EP by Kandi Burruss
- Released: October 29, 2009
- Recorded: 2008–2009
- Genre: R&B
- Label: Kandi Koated Entertainment

Kandi Burruss chronology
| Hey Kandi... (2000) | Fly Above EP (2009) | Kandi Koated (2010) |

Singles from Fly Above EP
- "Fly Above" Released: October 6, 2009;

= Fly Above EP =

Fly Above EP is the first EP by American singer-songwriter Kandi Burruss.
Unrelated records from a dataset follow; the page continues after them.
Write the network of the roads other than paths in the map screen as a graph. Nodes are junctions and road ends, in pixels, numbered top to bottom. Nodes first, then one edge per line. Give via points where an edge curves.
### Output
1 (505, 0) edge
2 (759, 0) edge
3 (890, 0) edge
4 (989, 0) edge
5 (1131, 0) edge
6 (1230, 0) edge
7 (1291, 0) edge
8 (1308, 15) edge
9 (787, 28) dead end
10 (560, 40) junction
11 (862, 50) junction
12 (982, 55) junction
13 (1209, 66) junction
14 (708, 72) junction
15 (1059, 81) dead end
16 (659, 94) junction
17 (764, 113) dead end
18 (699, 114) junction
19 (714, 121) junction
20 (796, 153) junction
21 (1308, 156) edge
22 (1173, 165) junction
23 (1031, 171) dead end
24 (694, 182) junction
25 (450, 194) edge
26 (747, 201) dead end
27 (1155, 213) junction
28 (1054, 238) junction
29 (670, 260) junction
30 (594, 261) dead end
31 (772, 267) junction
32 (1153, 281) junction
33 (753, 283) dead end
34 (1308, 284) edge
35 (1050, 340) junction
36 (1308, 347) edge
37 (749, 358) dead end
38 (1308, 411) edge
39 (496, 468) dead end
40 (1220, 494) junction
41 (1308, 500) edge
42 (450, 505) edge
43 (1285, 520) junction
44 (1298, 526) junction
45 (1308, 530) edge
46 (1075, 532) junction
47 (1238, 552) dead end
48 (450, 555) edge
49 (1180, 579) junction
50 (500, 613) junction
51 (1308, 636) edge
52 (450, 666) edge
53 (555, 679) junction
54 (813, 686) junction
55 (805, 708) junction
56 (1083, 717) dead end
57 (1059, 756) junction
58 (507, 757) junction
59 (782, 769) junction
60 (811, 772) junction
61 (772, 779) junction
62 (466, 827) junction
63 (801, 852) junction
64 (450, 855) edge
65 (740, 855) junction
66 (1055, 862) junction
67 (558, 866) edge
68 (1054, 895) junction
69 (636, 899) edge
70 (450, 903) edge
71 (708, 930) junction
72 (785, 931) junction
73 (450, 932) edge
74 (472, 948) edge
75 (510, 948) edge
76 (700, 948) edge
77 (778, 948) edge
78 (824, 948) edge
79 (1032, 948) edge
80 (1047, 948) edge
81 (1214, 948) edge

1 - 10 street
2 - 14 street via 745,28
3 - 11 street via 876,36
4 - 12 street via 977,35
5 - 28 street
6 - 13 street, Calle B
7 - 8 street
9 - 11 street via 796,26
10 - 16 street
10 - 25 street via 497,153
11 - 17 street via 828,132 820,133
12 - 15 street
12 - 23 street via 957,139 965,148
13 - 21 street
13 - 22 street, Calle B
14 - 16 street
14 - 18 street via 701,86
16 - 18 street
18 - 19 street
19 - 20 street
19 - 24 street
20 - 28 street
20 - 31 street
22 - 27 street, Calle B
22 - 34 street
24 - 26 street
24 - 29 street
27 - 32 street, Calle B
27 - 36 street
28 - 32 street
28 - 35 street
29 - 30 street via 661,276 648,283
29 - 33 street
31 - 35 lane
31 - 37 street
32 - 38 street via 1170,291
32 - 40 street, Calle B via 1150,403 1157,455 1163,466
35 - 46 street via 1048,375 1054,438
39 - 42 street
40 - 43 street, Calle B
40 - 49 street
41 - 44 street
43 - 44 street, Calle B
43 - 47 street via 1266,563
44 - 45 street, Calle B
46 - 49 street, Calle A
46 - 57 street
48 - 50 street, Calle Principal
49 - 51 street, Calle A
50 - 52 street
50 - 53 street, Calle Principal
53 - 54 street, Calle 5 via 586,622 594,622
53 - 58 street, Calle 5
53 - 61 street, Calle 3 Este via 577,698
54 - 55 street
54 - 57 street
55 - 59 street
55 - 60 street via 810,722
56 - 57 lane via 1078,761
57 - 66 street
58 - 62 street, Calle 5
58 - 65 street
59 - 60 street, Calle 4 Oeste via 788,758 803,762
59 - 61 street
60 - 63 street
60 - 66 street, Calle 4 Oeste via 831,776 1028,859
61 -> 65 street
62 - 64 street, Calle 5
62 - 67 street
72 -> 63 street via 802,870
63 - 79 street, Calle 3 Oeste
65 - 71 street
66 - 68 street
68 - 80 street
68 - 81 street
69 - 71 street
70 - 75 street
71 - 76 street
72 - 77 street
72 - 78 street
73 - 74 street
It was scheduled for release on November 10, 2009 but was pushed up to October 29, 2009 on Kandi's own record label, Kandi Koated Entertainment.

Kandi decided to release her debut EP and second album separately in order to promote her new single "Fly Above" and to finally release her long-awaited second album in the first quarter of 2010.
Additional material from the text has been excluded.